For complex functions (sine, square root), use pre-calculated tables. The conventional 8-bit signed-sine encoding is (sin(angle) + 1) × 127, mapping the full ±1 range into unsigned bytes 0-254 (with 127 representing sin = 0):

; 256-entry sine table indexed by angle 0-255 = one full circle
; entry = round((sin(angle * 2π / 256) + 1) * 127)
sine_table:
    .byte 127, 130, 133, 136, 139, 143, 146, 149   ; angles 0-7
    .byte 152, 155, 158, 161, 164, 167, 170, 173   ; angles 8-15
    ; ... continue for 256 entries (entire circle)

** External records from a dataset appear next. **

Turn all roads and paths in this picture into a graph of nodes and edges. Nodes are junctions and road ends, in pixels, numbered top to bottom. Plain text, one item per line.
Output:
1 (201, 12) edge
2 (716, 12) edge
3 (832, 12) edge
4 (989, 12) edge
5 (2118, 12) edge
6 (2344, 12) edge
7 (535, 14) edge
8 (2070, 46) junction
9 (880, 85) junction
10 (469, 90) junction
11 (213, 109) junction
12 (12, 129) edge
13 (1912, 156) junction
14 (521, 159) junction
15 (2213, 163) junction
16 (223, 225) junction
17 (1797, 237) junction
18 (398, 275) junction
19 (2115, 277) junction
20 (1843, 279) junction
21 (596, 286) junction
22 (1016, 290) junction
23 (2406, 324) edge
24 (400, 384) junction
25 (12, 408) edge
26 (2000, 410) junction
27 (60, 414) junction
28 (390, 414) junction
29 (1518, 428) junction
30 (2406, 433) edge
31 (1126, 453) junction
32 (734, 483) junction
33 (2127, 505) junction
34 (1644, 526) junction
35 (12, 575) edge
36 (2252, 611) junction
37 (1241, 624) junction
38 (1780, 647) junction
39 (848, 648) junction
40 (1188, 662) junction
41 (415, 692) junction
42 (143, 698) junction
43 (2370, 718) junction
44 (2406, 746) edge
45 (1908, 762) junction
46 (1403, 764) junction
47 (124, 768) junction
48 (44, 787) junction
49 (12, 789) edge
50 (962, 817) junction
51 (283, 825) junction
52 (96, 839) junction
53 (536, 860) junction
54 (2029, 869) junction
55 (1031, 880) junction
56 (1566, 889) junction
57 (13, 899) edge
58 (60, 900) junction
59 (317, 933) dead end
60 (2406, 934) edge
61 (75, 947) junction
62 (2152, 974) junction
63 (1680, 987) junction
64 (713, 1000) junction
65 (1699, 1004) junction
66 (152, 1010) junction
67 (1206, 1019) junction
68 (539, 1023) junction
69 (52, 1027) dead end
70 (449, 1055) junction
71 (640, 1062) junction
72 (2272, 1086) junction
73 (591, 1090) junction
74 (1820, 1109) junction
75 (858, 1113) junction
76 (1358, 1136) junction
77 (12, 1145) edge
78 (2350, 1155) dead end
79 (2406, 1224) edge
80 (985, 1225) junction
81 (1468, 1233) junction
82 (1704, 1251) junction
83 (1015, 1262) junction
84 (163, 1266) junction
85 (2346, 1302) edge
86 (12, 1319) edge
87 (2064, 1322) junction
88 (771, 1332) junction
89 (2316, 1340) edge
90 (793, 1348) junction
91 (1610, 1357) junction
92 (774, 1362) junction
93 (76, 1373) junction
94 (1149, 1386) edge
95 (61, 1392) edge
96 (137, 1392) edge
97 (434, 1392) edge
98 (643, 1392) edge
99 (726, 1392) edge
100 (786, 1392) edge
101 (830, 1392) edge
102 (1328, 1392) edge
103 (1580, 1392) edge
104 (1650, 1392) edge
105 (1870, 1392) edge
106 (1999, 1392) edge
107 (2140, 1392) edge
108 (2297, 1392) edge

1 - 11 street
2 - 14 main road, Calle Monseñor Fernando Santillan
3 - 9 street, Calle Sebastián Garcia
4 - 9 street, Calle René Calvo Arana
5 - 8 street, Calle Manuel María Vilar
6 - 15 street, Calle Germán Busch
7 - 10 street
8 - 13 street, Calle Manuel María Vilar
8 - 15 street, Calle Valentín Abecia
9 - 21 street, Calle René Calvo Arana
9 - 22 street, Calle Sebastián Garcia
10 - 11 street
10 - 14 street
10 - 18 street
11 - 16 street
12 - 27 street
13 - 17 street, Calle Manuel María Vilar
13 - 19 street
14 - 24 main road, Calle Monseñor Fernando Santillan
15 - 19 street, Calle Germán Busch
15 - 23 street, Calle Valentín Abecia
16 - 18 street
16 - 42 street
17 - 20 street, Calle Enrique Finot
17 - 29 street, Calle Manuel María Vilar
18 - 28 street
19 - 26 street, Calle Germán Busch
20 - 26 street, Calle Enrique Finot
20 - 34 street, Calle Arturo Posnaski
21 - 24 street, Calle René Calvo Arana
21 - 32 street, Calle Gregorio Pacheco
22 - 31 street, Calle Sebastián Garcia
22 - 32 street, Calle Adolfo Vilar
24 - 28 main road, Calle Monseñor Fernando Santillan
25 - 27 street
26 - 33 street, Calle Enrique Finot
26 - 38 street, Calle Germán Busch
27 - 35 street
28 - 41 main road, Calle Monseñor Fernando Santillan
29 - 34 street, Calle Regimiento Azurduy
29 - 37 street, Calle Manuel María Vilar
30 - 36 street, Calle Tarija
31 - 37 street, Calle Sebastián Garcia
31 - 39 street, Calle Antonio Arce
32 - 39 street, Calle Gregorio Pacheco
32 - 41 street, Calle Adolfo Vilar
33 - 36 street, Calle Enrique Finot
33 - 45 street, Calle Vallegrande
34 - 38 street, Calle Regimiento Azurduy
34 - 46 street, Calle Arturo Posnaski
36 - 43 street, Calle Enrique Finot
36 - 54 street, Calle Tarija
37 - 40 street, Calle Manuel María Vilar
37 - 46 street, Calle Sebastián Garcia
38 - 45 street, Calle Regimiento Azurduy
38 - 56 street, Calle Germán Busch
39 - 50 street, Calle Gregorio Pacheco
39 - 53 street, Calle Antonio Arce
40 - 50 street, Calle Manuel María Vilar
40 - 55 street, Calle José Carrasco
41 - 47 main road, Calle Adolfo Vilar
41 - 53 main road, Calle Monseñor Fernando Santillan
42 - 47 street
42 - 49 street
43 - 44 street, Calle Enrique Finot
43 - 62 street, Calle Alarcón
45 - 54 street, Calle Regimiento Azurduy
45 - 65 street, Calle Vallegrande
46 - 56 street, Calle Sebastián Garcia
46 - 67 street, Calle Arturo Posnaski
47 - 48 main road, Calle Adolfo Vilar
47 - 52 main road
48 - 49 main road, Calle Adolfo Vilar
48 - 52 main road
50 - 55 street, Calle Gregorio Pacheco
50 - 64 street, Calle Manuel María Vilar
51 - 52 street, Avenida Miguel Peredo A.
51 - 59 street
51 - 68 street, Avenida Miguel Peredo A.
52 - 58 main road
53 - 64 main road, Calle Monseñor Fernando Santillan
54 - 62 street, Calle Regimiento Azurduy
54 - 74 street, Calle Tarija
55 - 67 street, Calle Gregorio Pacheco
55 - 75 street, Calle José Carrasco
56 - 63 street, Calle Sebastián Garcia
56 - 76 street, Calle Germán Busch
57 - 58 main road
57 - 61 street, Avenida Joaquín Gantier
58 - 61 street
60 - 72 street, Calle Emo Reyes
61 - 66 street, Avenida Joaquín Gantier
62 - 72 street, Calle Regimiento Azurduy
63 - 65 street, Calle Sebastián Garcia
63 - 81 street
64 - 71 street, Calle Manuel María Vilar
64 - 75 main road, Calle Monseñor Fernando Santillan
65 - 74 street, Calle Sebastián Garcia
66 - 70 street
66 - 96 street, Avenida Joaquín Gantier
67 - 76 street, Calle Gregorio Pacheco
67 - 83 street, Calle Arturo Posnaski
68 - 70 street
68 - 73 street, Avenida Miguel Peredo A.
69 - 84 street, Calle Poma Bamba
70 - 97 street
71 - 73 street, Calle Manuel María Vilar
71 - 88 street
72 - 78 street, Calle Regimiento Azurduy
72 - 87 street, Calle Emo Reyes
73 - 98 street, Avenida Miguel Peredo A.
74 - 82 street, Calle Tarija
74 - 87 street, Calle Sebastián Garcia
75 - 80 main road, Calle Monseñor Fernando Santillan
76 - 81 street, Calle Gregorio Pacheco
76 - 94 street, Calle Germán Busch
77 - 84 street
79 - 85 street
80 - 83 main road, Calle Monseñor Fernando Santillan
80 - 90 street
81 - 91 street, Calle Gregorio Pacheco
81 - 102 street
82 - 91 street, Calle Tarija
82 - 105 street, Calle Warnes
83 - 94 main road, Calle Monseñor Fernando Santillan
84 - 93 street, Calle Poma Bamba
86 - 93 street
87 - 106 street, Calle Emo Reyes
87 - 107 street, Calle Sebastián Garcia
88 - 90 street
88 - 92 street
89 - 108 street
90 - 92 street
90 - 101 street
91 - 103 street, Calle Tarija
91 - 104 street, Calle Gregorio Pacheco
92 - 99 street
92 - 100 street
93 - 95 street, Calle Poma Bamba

Tables trade memory for speed — essential on 8-bit systems. See Lookup Tables for build-time generation, page alignment, and quarter-squares multiplication.

Platform notes

NES

Limited RAM (2 KB main + 8 KB optional cart RAM) makes 16-bit variables expensive. Use 8.8 sparingly; for many gameplay quantities (sub-pixel velocities, fractional health) the 8 fractional bits are overkill — 4.4 fits in a byte.

ZX Spectrum

The Z80 has 16-bit register pairs (BC, DE, HL plus shadow set BC'/DE'/HL') that handle 16-bit add/subtract. ADD HL,DE is 11 T-states for a full 16-bit add — fast for fixed-point work. The IX/IY index registers are useful for indexed addressing into struct-like records but are roughly 2-3× slower than HL for the same indexing operation; reserve them for one variable at a time.

C64

The 6510 has no native 16-bit registers, but zero page behaves as a 256-byte register file: LDA zp is 3 cycles vs 4 for absolute, and operations chain cleanly (CLC; LDA pos_lo; ADC vel_lo; STA pos_lo; LDA pos_hi; ADC vel_hi; STA pos_hi). Allocate fixed-point variables in zero page wherever possible — the difference adds up across a frame.

Amiga

The 68000 is a true 32-bit-internal CPU; 16.16 fixed-point fits naturally into a single D register and ADD.L / SUB.L are one instruction. Demos and games use 16.16 freely for camera transforms, physics, and any sub-pixel work.